Cela fait écho à la position retenue par la deuxième chambre civile de la Haute juridiction dans un arrêt de principe du 6 mai 2021 (Cass. 2e Civ., 6 mai 2021, no 19-23173 et no 20-16428 obs. Augier-Francia É., « Reconnaissance jurisprudentielle de la dimension extrapatrimoniale de l’incidence professionnelle », AJDC, no22, 2021), et plus timidement par le Conseil d’État dans une décision du 27 mai 2021 (CE, 27 mai 2021, no 431557). À l’attention de ceux qui pourraient encore douter de sa volonté, la chambre criminelle de la Cour de cassation cimente sa position dans une décision du 18 octobre 2022 :
« En effet, le juge a, par des motifs relevant de son appréciation souveraine, constaté l’existence d’un préjudice distinct de la perte de gains professionnels futurs et du déficit professionnel permanent, découlant de la dévalorisation sociale ressentie par la victime du fait de son exclusion définitive du monde du travail, indemnisable au titre de l’incidence professionnelle. »
Il convient également de préciser que la solution a été renouvelée par la deuxième chambre civile le 27 octobre 2022 (Cass. 2e Civ., 27 octobre 2022, no 21-12.881) dans le cadre de l’indemnisation des victimes d’actes terroristes. Il ne fait donc plus de doute que l’exclusion du monde du travail est un préjudice indemnisable à titre autonome !

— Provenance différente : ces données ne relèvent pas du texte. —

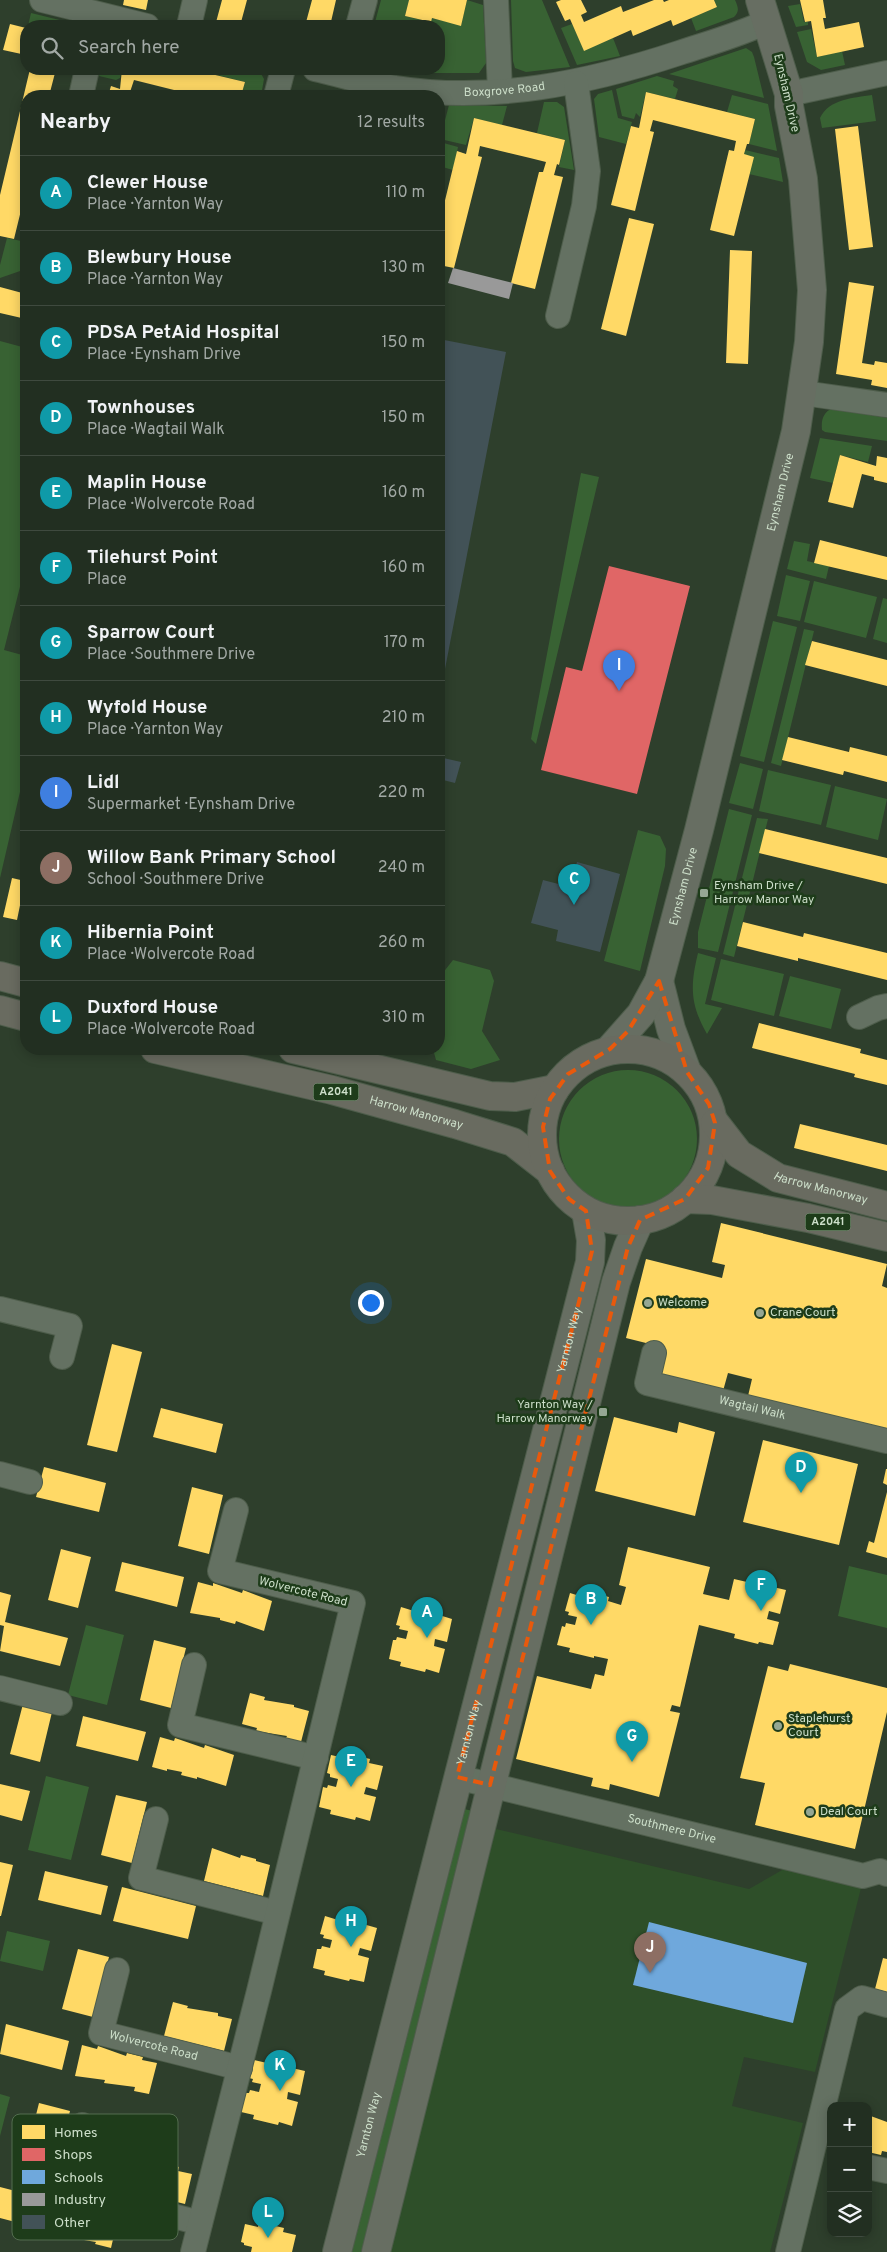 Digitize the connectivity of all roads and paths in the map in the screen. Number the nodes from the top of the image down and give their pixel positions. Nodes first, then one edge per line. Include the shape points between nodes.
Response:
1 (42, 0) edge
2 (195, 0) edge
3 (365, 0) edge
4 (496, 0) edge
5 (764, 10) edge
6 (99, 20) edge
7 (190, 20) edge
8 (360, 20) edge
9 (887, 73) edge
10 (86, 75) edge
11 (281, 75) edge
12 (354, 75) edge
13 (576, 82) junction
14 (83, 90) edge
15 (278, 90) edge
16 (412, 90) edge
17 (445, 90) edge
18 (500, 91) junction
19 (789, 94) junction
20 (558, 316) dead end
21 (803, 393) junction
22 (887, 405) edge
23 (0, 976) edge
24 (20, 981) edge
25 (659, 981) junction
26 (887, 1006) edge
27 (0, 1010) edge
28 (20, 1015) edge
29 (859, 1018) dead end
30 (610, 1049) junction
31 (181, 1055) edge
32 (318, 1055) edge
33 (687, 1072) junction
34 (555, 1089) junction
35 (716, 1123) junction
36 (550, 1171) junction
37 (685, 1199) junction
38 (887, 1206) edge
39 (586, 1212) junction
40 (640, 1220) junction
41 (887, 1237) edge
42 (0, 1309) edge
43 (654, 1353) dead end
44 (62, 1358) dead end
45 (887, 1441) edge
46 (0, 1474) edge
47 (30, 1482) dead end
48 (236, 1510) dead end
49 (194, 1665) dead end
50 (0, 1688) edge
51 (60, 1703) dead end
52 (316, 1758) junction
53 (457, 1776) junction
54 (490, 1785) junction
55 (156, 1819) dead end
56 (887, 1874) edge
57 (278, 1913) junction
58 (117, 1970) dead end
59 (887, 2004) edge
60 (240, 2068) junction
61 (821, 2156) edge
62 (872, 2168) edge
63 (887, 2171) edge
64 (178, 2216) edge
65 (200, 2222) junction
66 (192, 2252) edge
67 (337, 2252) edge
68 (376, 2252) edge
69 (788, 2252) edge

1 - 6 street
2 - 7 street
3 - 8 street
4 - 18 street
5 - 13 street, Boxgrove Road via 636,67
5 - 19 street, Eynsham Drive
9 - 19 street
10 - 14 street
11 - 15 street
12 - 16 street, Boxgrove Road
13 - 18 street, Boxgrove Road
13 - 20 street via 588,171 584,206
17 - 18 street, Boxgrove Road
19 - 21 street, Eynsham Drive via 804,179 811,262 809,342
21 - 22 street
21 - 25 street, Eynsham Drive via 786,476
23 - 24 main road
25 - 30 street, Eynsham Drive via 641,1014
25 - 33 street, Eynsham Drive via 671,1029
26 - 29 street
27 - 28 main road
30 - 33 main road, A2041 via 644,1052 672,1062
30 - 34 main road, A2041 via 588,1059
31 - 36 main road, Harrow Manorway / A2041 via 332,1090 513,1142
32 - 34 main road, A2041 via 490,1096 515,1097
33 - 35 main road, A2041 via 709,1104
34 - 36 main road, A2041 via 543,1127
35 - 37 main road, A2041 via 708,1168 698,1186
35 - 38 main road, Harrow Manorway / A2041 via 739,1154 778,1178
36 - 39 main road, A2041 via 569,1199
37 - 40 main road, A2041 via 671,1209
37 - 41 main road, A2041 via 712,1200 808,1218
39 - 40 main road, A2041 via 619,1220
39 - 53 street, Yarnton Way via 591,1240 590,1262
40 - 54 street via 616,1282
42 - 44 street via 70,1326
43 - 45 street, Wagtail Walk via 647,1383
46 - 47 street
48 - 52 street, Wolvercote Road via 220,1571 353,1604
49 - 52 street via 180,1725
50 - 51 street
52 - 57 street, Wolvercote Road
53 - 54 street, Southmere Drive
53 - 67 street, Yarnton Way
54 - 56 street, Southmere Drive via 863,1876 880,1871
54 - 68 street
55 - 57 street via 141,1878
57 - 60 street, Wolvercote Road
58 - 60 street, Wolvercote Road via 102,2033
59 - 61 street via 862,1998 848,2008
60 - 65 street, Wolvercote Road
61 - 69 street
62 - 63 street
64 - 65 street
65 - 66 street, Wolvercote Road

La solution mérite, à notre sens, d’être saluée car elle permet de reconnaître, au-delà de son apport économique, que le travail détient une dimension éminemment sociale qu’il ne faut pas négliger (Zegout D., « Confirmation : l’exclusion du monde du travail est un préjudice indemnisable au titre de l’incidence professionnelle », Gaz. Pal., 2022, no 32, p. 56). Peut-être serait-il temps que la nomenclature « Dintilhac » soit adaptée sur ce point afin de reconnaître non seulement la part patrimoniale de l’incidence professionnelle, mais également sa part extrapatrimoniale…
Les juges ont quant à eux la lourde tâche de déterminer les critères qui permettent de cerner, plus précisément, les contours de ce nouveau poste de préjudice, et d’en déterminer les composantes afin d’en simplifier l’évaluation (Porchy-Simon S., « Dommage corporel », D., 2022, p. 1934 ; Cayol A., « Chronique du dommage corporel », BJDA, 2022, no 84).